[Supplied information Boundary: Start]

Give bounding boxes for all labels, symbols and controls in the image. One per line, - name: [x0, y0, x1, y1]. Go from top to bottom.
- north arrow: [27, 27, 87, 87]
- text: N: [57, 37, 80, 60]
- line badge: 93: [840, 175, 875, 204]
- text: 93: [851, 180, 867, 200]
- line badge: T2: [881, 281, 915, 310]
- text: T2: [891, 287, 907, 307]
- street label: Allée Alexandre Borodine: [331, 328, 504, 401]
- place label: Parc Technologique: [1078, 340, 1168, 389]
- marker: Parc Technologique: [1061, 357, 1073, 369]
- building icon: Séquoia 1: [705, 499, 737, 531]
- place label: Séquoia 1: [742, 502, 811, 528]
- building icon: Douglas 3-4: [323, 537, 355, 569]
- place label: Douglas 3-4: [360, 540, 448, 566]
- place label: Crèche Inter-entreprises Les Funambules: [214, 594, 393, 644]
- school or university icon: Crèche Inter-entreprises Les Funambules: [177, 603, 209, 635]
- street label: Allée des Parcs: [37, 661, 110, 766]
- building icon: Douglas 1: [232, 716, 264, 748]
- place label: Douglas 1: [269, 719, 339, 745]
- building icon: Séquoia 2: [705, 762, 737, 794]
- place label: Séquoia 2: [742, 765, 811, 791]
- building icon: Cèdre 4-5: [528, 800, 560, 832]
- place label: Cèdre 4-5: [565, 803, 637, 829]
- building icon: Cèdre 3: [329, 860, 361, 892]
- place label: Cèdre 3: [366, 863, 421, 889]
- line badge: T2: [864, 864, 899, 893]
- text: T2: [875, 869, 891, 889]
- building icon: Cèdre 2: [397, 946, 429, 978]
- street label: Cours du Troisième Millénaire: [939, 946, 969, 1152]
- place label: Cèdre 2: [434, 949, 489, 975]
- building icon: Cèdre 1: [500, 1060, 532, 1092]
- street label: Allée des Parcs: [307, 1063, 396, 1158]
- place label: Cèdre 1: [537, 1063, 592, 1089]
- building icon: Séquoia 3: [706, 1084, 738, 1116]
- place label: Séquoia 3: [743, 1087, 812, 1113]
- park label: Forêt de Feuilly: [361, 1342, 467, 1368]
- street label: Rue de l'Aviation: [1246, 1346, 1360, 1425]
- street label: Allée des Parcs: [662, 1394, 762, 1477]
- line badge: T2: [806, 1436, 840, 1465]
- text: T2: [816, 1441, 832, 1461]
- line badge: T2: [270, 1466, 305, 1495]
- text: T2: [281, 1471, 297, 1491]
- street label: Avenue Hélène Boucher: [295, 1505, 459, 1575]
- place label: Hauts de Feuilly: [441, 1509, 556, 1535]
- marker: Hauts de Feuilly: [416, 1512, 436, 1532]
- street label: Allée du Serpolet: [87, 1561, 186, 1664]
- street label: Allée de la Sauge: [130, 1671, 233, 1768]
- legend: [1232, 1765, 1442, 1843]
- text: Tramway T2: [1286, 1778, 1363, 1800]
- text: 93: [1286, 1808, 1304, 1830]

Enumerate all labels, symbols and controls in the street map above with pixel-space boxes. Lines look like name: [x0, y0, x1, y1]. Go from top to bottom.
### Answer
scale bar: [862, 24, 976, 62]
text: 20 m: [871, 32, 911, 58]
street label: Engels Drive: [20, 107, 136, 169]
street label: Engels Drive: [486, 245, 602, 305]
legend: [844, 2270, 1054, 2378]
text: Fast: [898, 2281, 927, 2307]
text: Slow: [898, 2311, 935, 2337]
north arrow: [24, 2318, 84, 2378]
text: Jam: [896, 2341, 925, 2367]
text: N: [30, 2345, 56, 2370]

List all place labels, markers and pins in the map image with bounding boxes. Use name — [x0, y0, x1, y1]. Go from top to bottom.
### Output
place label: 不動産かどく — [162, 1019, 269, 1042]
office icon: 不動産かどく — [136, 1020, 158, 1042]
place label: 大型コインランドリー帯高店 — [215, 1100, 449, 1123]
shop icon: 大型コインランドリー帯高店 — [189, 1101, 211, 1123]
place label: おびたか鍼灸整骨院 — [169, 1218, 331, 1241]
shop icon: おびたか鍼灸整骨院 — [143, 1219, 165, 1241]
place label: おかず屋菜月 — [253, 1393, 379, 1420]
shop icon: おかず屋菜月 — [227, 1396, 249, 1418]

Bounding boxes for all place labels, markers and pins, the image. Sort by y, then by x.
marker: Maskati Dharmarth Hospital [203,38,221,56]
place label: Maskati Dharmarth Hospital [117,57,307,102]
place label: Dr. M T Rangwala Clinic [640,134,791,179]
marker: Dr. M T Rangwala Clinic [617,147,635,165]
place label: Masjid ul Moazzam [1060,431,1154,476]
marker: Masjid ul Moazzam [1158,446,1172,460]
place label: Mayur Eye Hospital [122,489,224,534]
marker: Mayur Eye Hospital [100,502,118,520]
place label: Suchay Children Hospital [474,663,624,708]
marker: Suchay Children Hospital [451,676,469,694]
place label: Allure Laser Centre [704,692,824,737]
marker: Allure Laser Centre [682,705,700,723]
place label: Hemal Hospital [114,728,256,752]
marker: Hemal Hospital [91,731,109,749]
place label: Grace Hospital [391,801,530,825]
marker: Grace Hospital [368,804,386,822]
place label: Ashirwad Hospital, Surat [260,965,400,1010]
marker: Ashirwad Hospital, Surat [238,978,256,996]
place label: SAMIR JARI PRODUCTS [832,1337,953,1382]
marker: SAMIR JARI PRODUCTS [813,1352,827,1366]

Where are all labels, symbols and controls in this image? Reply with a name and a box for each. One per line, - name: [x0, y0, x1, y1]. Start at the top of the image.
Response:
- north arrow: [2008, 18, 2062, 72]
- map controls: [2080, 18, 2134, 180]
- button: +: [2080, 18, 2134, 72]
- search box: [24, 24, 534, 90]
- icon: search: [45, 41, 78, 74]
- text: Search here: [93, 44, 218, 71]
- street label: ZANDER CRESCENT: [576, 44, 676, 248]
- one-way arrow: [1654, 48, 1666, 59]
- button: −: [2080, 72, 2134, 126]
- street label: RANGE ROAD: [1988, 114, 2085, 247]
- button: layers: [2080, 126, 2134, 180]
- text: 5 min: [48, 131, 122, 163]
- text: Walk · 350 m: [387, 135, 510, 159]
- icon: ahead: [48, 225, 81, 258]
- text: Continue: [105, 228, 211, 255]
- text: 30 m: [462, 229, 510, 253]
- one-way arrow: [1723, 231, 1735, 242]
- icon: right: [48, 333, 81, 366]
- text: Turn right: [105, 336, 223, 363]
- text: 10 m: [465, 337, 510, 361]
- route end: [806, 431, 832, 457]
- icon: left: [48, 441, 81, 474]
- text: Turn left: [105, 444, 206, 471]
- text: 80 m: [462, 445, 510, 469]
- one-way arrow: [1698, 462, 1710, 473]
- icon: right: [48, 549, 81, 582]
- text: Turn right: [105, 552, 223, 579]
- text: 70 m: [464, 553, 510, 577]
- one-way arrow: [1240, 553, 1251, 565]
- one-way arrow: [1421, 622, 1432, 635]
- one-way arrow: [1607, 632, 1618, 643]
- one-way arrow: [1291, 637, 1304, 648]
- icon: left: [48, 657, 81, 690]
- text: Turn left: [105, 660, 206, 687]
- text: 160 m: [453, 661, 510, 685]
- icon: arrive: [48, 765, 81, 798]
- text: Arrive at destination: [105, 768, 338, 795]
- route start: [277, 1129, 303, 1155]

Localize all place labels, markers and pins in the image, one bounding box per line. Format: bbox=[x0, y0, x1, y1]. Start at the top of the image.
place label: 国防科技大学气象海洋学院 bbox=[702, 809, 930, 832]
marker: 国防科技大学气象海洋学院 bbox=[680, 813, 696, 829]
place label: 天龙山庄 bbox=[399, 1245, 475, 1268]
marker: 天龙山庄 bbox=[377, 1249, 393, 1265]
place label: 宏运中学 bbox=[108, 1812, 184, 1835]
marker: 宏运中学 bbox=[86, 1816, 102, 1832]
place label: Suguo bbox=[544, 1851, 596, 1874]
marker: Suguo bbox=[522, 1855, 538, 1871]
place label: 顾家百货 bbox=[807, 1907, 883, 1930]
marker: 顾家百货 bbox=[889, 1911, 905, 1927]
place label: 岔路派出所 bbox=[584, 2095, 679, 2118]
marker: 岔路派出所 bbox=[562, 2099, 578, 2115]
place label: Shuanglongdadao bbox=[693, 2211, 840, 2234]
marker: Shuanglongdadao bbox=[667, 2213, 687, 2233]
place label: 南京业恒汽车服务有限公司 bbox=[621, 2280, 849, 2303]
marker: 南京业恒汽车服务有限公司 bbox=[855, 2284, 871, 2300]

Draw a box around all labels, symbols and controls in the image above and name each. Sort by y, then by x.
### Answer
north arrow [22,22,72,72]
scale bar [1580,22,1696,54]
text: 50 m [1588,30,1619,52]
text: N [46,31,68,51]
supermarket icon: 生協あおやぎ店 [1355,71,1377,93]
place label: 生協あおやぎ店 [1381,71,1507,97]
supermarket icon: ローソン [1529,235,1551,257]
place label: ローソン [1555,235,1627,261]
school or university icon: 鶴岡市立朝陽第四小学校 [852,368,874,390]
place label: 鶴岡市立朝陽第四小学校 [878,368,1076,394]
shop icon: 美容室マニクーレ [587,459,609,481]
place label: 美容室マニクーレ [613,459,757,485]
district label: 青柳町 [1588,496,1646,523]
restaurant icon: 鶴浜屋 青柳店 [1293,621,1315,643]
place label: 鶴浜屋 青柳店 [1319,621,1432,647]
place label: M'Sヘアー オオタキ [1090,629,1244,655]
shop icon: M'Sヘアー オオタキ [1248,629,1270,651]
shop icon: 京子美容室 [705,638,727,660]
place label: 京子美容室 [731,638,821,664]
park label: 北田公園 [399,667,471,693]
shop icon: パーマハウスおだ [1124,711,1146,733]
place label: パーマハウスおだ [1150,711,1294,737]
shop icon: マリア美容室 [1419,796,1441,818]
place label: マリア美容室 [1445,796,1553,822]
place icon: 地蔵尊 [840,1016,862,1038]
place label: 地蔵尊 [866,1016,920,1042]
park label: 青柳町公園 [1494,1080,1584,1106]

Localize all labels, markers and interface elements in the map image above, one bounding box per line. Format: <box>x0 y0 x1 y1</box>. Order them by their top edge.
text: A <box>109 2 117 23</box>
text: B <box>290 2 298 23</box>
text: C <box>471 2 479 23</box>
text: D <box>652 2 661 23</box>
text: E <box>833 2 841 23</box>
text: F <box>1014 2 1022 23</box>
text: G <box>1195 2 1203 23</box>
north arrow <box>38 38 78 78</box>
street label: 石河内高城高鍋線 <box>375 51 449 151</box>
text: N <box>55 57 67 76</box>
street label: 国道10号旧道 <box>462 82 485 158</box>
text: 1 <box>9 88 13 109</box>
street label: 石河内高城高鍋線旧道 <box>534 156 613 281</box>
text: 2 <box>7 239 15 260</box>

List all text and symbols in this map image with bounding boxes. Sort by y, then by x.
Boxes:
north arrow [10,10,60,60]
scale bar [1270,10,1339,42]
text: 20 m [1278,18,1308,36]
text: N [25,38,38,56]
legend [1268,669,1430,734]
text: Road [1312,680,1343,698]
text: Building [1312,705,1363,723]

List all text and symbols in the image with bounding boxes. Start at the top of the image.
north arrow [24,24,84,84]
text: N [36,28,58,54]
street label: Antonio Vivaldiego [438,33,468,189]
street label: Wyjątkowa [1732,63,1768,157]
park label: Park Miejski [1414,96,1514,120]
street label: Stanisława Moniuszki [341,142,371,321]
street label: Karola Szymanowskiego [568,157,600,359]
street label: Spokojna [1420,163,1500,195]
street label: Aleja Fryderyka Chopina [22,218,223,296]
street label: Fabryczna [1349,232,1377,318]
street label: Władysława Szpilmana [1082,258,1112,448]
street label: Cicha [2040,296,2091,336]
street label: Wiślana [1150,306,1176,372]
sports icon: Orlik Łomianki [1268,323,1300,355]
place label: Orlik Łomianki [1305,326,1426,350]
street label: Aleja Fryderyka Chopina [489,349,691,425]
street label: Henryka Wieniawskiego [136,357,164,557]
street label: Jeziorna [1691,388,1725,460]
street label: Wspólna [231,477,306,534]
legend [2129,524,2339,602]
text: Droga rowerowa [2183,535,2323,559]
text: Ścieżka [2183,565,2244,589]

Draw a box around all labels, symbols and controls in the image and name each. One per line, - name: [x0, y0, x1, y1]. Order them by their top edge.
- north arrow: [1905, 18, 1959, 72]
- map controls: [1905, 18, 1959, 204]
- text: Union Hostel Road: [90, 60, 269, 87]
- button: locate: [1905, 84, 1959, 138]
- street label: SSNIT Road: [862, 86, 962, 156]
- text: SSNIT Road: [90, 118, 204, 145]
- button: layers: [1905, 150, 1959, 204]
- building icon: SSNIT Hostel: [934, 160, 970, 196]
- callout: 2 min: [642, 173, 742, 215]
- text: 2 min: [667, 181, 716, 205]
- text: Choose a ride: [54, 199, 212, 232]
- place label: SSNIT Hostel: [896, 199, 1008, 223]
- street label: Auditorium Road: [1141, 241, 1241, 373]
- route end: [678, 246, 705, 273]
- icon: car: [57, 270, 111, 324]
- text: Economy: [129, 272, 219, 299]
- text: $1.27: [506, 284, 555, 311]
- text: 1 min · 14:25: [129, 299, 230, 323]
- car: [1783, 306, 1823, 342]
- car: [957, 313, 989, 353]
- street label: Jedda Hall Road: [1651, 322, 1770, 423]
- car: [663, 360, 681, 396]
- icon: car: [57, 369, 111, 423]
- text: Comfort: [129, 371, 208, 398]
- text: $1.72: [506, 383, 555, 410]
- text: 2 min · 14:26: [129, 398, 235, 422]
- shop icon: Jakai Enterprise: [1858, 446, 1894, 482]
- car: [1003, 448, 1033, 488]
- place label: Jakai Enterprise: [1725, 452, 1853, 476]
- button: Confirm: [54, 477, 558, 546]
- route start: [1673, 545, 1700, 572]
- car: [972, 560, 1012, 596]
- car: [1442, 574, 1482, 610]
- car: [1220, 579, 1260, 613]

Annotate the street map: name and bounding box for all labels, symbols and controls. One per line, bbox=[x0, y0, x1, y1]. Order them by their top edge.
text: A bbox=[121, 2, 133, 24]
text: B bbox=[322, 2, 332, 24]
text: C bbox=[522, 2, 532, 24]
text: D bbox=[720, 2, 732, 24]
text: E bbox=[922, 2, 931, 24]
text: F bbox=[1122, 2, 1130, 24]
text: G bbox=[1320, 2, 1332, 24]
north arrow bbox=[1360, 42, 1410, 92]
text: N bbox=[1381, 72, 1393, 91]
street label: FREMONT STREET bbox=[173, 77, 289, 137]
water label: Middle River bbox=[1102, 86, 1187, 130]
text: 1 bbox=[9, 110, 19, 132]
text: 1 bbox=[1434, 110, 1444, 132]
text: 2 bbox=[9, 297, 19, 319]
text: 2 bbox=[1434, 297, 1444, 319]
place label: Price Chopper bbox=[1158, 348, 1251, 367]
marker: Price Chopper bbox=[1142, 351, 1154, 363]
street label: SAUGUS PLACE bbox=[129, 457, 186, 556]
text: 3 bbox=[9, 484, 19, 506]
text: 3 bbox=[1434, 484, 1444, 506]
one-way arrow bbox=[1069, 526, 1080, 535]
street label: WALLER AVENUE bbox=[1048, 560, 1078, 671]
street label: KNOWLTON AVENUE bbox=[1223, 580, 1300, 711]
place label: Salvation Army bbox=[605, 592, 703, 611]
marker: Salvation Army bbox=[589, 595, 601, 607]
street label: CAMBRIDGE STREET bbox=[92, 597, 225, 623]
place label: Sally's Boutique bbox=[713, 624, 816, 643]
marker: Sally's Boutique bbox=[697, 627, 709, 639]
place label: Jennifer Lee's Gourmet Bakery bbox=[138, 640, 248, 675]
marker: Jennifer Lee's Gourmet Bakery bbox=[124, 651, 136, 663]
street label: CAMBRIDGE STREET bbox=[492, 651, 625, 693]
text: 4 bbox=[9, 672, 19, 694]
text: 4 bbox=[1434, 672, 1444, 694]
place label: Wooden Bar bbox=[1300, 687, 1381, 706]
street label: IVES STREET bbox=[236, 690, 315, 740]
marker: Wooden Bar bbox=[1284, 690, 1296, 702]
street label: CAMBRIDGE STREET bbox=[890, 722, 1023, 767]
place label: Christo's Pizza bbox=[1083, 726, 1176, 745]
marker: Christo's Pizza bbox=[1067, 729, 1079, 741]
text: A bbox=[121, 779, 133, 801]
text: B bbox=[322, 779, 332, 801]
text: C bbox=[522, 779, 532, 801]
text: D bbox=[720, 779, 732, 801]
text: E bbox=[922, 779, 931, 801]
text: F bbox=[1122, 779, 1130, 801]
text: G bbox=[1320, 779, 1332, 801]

[Supplied information Boundary: End]

**Task goal**
Using the records above, give the number of lines in which the word "国防科技大学气象海洋学院" occurs, and nothing else.

**Answer to this problem**
2